- _Work instruction_
Each line of the material that mentions the word "Nogueira" is to be copied.

- _Data provided_
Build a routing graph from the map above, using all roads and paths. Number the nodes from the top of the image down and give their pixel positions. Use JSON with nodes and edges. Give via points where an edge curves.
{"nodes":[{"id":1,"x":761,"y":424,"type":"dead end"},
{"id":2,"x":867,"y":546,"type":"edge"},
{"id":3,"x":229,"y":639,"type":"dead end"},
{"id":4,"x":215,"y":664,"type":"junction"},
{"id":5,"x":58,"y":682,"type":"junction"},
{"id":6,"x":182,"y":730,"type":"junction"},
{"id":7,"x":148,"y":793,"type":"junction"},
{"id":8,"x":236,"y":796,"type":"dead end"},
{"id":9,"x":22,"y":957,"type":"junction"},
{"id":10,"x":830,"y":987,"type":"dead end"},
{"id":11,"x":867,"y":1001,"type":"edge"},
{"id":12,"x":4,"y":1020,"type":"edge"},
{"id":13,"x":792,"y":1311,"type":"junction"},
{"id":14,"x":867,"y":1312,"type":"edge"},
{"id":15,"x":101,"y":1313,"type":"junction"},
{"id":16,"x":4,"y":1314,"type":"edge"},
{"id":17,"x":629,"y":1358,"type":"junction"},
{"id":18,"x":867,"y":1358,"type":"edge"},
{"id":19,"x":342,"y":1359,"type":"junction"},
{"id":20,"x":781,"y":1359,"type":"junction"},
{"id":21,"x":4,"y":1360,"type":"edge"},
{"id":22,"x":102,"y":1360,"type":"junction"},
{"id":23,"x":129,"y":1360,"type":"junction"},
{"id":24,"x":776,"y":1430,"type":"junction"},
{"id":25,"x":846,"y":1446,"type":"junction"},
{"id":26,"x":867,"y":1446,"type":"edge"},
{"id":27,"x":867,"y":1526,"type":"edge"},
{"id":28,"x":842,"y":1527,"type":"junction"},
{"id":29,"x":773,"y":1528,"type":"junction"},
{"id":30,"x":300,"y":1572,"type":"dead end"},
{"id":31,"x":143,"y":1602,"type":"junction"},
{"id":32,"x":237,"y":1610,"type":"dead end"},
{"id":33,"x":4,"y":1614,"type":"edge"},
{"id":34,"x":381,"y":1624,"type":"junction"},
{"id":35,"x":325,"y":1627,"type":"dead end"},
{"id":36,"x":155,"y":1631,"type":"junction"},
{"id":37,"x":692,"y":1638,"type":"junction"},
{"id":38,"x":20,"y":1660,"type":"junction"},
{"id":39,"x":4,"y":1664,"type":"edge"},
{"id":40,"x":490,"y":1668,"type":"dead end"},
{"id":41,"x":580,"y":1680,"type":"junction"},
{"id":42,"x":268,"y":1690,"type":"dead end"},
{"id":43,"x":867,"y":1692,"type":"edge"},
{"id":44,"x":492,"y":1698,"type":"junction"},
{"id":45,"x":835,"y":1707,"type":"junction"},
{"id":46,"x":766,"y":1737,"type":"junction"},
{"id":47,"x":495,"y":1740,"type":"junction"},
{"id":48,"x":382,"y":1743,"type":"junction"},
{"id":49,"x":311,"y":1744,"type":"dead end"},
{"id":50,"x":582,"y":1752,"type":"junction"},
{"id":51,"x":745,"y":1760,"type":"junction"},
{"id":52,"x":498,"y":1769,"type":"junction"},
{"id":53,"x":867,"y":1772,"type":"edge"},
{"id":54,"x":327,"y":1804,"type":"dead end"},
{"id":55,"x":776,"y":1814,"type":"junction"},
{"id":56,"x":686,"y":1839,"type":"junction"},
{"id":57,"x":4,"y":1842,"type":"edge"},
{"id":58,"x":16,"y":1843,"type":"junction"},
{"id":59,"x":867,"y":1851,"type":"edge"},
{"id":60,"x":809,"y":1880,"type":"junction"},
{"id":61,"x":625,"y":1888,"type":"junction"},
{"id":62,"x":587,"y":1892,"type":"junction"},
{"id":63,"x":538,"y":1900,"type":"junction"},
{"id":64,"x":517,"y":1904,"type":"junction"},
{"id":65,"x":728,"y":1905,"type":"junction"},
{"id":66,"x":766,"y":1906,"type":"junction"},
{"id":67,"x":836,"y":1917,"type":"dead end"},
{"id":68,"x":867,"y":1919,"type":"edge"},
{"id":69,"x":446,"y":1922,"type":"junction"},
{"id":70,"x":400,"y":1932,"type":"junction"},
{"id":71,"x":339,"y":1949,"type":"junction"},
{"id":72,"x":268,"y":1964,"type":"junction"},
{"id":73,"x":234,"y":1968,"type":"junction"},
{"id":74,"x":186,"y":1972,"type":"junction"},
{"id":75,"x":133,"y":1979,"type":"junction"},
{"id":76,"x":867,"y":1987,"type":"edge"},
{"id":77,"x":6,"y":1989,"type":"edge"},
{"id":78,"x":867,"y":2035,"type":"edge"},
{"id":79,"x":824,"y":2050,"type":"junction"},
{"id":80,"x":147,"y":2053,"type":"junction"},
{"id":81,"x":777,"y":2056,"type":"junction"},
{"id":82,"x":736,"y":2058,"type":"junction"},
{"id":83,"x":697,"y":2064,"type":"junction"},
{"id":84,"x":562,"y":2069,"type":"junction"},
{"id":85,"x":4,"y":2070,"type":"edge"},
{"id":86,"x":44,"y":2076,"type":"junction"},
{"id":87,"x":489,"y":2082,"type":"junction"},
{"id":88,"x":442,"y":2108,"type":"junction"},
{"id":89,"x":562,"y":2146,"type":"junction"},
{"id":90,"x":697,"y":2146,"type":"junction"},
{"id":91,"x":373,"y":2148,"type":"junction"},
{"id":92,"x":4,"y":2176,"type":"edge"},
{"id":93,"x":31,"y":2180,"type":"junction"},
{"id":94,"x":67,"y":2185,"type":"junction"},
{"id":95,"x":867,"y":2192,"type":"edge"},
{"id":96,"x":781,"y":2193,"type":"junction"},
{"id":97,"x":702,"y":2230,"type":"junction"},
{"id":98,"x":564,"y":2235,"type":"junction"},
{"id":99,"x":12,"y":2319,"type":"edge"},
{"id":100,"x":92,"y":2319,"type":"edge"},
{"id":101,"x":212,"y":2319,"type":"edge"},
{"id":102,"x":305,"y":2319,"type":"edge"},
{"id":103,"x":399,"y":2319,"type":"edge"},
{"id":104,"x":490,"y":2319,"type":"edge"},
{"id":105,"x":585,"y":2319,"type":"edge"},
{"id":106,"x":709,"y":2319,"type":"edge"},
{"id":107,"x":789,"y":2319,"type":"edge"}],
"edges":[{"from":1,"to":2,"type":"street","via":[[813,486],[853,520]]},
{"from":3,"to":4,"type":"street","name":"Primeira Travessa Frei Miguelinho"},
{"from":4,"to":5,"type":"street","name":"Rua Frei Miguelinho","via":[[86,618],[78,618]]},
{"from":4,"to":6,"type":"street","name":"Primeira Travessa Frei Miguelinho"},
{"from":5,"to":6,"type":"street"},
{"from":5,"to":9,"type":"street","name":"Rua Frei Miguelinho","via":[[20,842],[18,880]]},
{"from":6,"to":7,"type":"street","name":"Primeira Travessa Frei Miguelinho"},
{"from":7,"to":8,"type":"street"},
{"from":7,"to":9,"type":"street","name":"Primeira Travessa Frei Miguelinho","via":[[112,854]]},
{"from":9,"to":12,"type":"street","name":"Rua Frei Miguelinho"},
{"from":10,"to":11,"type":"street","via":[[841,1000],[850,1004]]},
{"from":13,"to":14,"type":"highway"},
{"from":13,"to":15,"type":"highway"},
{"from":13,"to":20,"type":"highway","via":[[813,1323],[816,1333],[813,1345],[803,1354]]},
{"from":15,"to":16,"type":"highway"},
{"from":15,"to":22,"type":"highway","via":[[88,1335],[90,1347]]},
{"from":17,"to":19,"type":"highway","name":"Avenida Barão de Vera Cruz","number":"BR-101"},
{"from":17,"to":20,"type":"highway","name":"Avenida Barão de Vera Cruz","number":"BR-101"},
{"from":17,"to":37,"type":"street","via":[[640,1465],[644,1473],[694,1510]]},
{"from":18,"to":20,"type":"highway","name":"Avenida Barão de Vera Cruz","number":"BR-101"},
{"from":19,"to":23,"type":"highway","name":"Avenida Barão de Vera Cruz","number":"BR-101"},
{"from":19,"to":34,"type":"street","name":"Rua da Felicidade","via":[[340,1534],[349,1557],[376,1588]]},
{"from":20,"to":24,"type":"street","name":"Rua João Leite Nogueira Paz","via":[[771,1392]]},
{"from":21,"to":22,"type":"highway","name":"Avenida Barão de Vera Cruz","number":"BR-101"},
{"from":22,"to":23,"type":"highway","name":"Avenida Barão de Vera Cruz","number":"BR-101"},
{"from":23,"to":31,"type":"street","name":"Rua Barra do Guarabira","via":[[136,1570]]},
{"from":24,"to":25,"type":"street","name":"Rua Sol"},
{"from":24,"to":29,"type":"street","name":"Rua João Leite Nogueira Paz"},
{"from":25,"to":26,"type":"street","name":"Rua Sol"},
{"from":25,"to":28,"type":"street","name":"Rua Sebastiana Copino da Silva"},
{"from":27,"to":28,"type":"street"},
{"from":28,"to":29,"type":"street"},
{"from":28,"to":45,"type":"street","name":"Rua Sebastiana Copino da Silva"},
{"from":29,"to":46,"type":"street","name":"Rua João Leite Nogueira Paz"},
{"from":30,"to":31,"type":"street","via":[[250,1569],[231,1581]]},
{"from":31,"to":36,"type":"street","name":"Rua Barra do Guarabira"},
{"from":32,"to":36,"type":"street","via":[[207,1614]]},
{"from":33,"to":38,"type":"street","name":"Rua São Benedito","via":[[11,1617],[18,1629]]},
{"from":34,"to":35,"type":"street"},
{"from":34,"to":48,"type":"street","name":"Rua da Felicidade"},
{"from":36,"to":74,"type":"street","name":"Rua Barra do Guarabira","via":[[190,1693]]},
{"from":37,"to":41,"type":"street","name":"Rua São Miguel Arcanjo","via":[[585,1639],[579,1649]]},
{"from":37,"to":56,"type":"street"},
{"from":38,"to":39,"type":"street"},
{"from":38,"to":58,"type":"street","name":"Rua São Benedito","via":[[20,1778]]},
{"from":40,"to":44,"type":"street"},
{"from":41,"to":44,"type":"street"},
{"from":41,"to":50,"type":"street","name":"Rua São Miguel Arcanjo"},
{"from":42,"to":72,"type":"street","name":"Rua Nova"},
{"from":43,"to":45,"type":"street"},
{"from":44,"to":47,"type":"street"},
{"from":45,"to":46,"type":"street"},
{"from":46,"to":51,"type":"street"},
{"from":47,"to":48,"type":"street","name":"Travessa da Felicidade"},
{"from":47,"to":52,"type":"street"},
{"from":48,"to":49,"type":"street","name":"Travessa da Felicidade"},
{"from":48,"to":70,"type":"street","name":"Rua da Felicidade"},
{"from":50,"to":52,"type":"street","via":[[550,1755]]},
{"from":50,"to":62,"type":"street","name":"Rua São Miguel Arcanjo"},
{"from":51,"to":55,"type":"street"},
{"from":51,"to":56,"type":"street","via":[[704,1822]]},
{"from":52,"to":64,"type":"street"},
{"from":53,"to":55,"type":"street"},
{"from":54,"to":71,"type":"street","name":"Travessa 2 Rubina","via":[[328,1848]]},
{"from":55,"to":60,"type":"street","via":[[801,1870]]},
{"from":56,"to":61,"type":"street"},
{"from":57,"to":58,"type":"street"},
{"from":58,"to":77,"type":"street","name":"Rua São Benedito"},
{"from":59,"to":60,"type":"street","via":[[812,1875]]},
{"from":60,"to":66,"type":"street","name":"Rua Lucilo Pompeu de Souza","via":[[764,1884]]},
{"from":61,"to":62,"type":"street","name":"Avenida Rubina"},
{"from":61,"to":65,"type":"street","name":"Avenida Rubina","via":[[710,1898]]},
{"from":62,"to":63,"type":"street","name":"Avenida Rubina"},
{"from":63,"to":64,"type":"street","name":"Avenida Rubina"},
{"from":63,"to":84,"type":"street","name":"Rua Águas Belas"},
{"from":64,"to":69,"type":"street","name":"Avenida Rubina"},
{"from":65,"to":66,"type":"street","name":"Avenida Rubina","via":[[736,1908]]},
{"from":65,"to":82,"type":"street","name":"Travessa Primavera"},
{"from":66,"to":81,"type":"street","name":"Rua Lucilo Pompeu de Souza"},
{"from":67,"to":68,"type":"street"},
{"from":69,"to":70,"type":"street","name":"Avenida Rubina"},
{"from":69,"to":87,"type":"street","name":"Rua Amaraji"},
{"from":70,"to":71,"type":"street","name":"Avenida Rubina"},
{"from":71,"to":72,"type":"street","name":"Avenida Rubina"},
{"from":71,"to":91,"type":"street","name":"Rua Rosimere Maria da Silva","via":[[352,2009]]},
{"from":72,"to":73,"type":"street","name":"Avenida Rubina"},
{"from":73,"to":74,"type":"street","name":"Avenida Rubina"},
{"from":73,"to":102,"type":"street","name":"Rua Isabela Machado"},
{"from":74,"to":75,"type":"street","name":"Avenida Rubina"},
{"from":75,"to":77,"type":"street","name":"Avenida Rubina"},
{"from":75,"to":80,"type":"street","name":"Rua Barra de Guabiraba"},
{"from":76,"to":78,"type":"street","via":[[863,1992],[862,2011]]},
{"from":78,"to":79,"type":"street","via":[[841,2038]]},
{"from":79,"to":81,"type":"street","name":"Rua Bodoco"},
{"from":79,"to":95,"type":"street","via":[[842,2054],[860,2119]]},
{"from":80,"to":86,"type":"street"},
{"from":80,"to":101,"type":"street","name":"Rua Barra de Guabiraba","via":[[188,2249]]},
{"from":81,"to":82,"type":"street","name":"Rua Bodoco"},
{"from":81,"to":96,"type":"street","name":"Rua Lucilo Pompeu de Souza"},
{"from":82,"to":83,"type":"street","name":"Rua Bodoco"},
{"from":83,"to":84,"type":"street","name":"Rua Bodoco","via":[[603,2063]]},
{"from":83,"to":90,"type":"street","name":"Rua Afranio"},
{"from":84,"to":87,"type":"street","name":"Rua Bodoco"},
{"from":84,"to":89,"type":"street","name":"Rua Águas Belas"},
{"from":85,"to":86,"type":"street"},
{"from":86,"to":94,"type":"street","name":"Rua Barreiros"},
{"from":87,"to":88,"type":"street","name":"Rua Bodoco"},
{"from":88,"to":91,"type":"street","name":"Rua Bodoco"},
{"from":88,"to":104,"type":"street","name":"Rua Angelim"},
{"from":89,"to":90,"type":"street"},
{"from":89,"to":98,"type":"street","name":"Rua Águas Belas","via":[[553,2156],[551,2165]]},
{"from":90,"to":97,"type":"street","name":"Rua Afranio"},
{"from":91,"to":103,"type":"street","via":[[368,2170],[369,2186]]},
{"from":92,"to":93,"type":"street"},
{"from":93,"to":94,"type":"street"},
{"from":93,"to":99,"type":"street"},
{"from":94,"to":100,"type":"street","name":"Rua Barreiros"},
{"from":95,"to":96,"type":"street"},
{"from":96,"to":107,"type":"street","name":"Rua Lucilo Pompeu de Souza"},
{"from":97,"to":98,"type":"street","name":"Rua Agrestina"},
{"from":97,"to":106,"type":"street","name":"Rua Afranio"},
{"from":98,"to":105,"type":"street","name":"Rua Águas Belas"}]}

- _Written reply_
{"from":20,"to":24,"type":"street","name":"Rua João Leite Nogueira Paz","via":[[771,1392]]},
{"from":24,"to":29,"type":"street","name":"Rua João Leite Nogueira Paz"},
{"from":29,"to":46,"type":"street","name":"Rua João Leite Nogueira Paz"},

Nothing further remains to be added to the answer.